Jason Goes to Hell: The Final Friday (1993)
Genre: Slasher
Format: DVD
This movie surprised me right from the get-go! I've never seen such a surprisingly quick, violent, action-packed start to a horror movie. I challenge anyone to find a franchise horror movie with such a jarring film opening. Where most of the F13 movies start with some sort of recap or introductory slaying, this one starts with nothing you expect.
From there, though, it begins to play out kind of how you expect it. Granted, there are some interesting twists and kills, but there's not too much that's going to catch you off guard.
In the last F13 movie, Jason was reduced to a child-sized puddle of nuclear waste in a Manhattan sewer. That's a pretty conclusive ending. In this movie, Jason is chasing a hot blonde, but he looks more like Super Shredder and less like a man-child that's grown up in the shell of an abandoned summer camp, been stabbed, shot, and bludgeoned multiple times, killed, raised from the dead, chained to the bottom of a lake, resurrected, and re-chained. In theory, Jason would be a hulking, rotten corpse monster (because we use theory and logic in THE REAL WORLD...just kidding). In this movie, he's bigger and more blistered than ever, and his mask...well....he really just looks like Super Shredder instead of like Jason. So the nuclear waste at the end of Jason Takes Manhattan was actually the Ooze from Teenage Mutant Ninja Turtles 2: The Secret of the Ooze.

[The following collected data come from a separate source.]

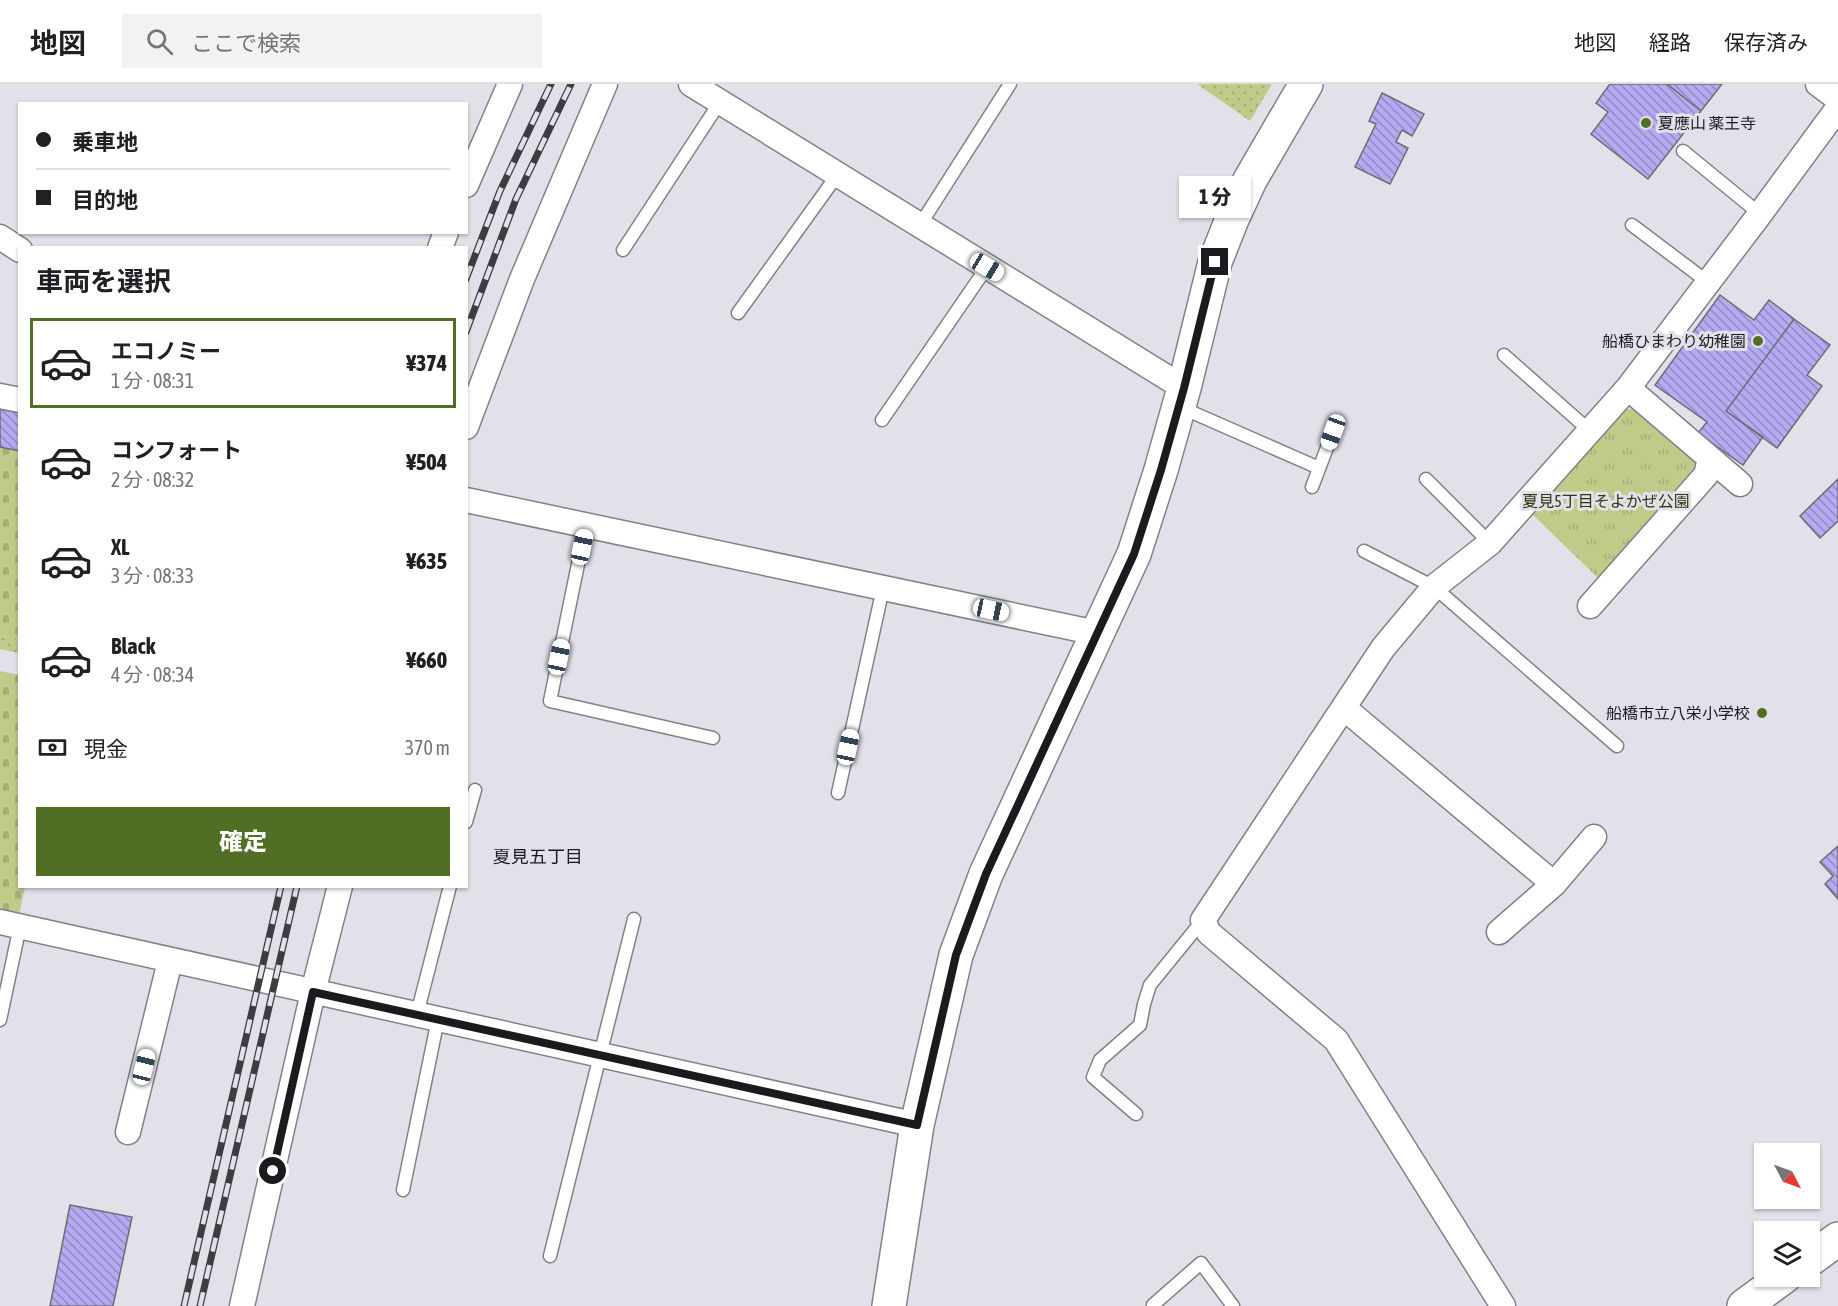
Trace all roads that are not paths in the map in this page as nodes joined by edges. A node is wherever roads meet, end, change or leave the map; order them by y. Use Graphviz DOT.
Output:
graph roads {
  1 [pos="510,84"];
  2 [pos="605,84"];
  3 [pos="691,84"];
  4 [pos="1010,84"];
  5 [pos="1306,84"];
  6 [pos="1818,84"];
  7 [pos="1838,99"];
  8 [pos="720,102"];
  9 [pos="1838,108"];
  10 [pos="1683,151"];
  11 [pos="838,174"];
  12 [pos="468,180"];
  13 [pos="1760,214"];
  14 [pos="920,225"];
  15 [pos="1632,225"];
  16 [pos="0,237"];
  17 [pos="18,249"];
  18 [pos="622,250"];
  19 [pos="987,267"];
  20 [pos="1709,283"];
  21 [pos="738,314"];
  22 [pos="1504,356"];
  23 [pos="1628,388"];
  24 [pos="0,396"];
  25 [pos="1182,397"];
  26 [pos="18,400"];
  27 [pos="882,420"];
  28 [pos="468,422"];
  29 [pos="1590,431"];
  30 [pos="1333,432"];
  31 [pos="1710,459"];
  32 [pos="1319,468"];
  33 [pos="1426,479"];
  34 [pos="1740,484"];
  35 [pos="1312,487"];
  36 [pos="468,500"];
  37 [pos="586,525"];
  38 [pos="1490,543"];
  39 [pos="1364,551"];
  40 [pos="1434,587"];
  41 [pos="883,588"];
  42 [pos="1590,606"];
  43 [pos="1097,633"];
  44 [pos="1344,708"];
  45 [pos="713,738"];
  46 [pos="1617,746"];
  47 [pos="475,790"];
  48 [pos="838,793"];
  49 [pos="468,815"];
  50 [pos="1594,837"];
  51 [pos="1554,884"];
  52 [pos="339,888"];
  53 [pos="450,888"];
  54 [pos="634,919"];
  55 [pos="1203,920"];
  56 [pos="10,924"];
  57 [pos="1499,932"];
  58 [pos="170,960"];
  59 [pos="313,992"];
  60 [pos="428,1017"];
  61 [pos="0,1020"];
  62 [pos="600,1055"];
  63 [pos="1136,1114"];
  64 [pos="917,1125"];
  65 [pos="128,1132"];
  66 [pos="403,1190"];
  67 [pos="1838,1239"];
  68 [pos="1820,1252"];
  69 [pos="550,1256"];
  70 [pos="1770,1287"];
  71 [pos="1153,1305"];
  72 [pos="243,1306"];
  73 [pos="889,1306"];
  74 [pos="1233,1306"];
  75 [pos="1503,1306"];
  76 [pos="1744,1306"];
  1 -- 12 [label="street"];
  2 -- 28 [label="street"];
  3 -- 8 [label="street"];
  4 -- 14 [label="lane"];
  5 -- 25 [label="street"];
  6 -- 7 [label="street"];
  8 -- 11 [label="street"];
  8 -- 18 [label="lane"];
  9 -- 13 [label="street"];
  10 -- 13 [label="lane"];
  11 -- 14 [label="street"];
  11 -- 21 [label="lane"];
  13 -- 20 [label="street"];
  14 -- 19 [label="street"];
  15 -- 20 [label="lane"];
  16 -- 17 [label="street"];
  19 -- 25 [label="street"];
  19 -- 27 [label="lane"];
  20 -- 23 [label="street"];
  22 -- 29 [label="lane"];
  23 -- 29 [label="street"];
  23 -- 31 [label="street"];
  24 -- 26 [label="street"];
  25 -- 32 [label="lane"];
  25 -- 43 [label="street"];
  29 -- 38 [label="street"];
  30 -- 32 [label="lane"];
  31 -- 34 [label="street"];
  31 -- 42 [label="street"];
  32 -- 35 [label="lane"];
  33 -- 38 [label="lane"];
  36 -- 37 [label="street"];
  37 -- 41 [label="street"];
  37 -- 45 [label="lane"];
  38 -- 40 [label="street"];
  39 -- 40 [label="lane"];
  40 -- 44 [label="street"];
  40 -- 46 [label="lane"];
  41 -- 43 [label="street"];
  41 -- 48 [label="lane"];
  43 -- 64 [label="street"];
  44 -- 51 [label="street"];
  44 -- 55 [label="street"];
  47 -- 49 [label="lane"];
  50 -- 51 [label="street"];
  51 -- 57 [label="street"];
  52 -- 59 [label="street"];
  53 -- 60 [label="lane"];
  54 -- 62 [label="lane"];
  55 -- 63 [label="lane"];
  55 -- 75 [label="street"];
  56 -- 58 [label="street"];
  56 -- 61 [label="lane"];
  58 -- 59 [label="street"];
  58 -- 65 [label="street"];
  59 -- 60 [label="street"];
  59 -- 72 [label="street"];
  60 -- 62 [label="street"];
  60 -- 66 [label="lane"];
  62 -- 64 [label="street"];
  62 -- 69 [label="lane"];
  64 -- 73 [label="street"];
  67 -- 68 [label="street"];
  70 -- 76 [label="street"];
  71 -- 74 [label="lane"];
}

But this doesn't last long, because Super Shredder Jason gets blasted apart by the military, and his soul begins passing along from person to person in a weird, unholy, disembodies demon spirit thing. You're taking a leap of faith with this movie, but it does its best to steer closer to the F13 roots.
I should also take the time to let you know that there are lots of boobs in this movie, so if that's your thing, dig in with this one.
There were some really cool things going on in this one besides the Jason mythology. The Necronomicon from The Evil Dead 2 makes a brief cameo. And the special effects in this film are WAY above my expectations. You don't see body melt scenes like this very often. F13:IX Jason Goes to Hell: The Final Friday (jeez that's a long title), features some incredible effects. Well done, team!
I won't spoil the twists to Jason's history, and I won't spoil the surprise ending here. I heard about it on the playground as a kid and thought it was setting up for one of the coolest movies ever. I saw that "coolest movie ever" as an adult when it was released in the theaters. I was kind of drunk, so I'll have to revisit that one later.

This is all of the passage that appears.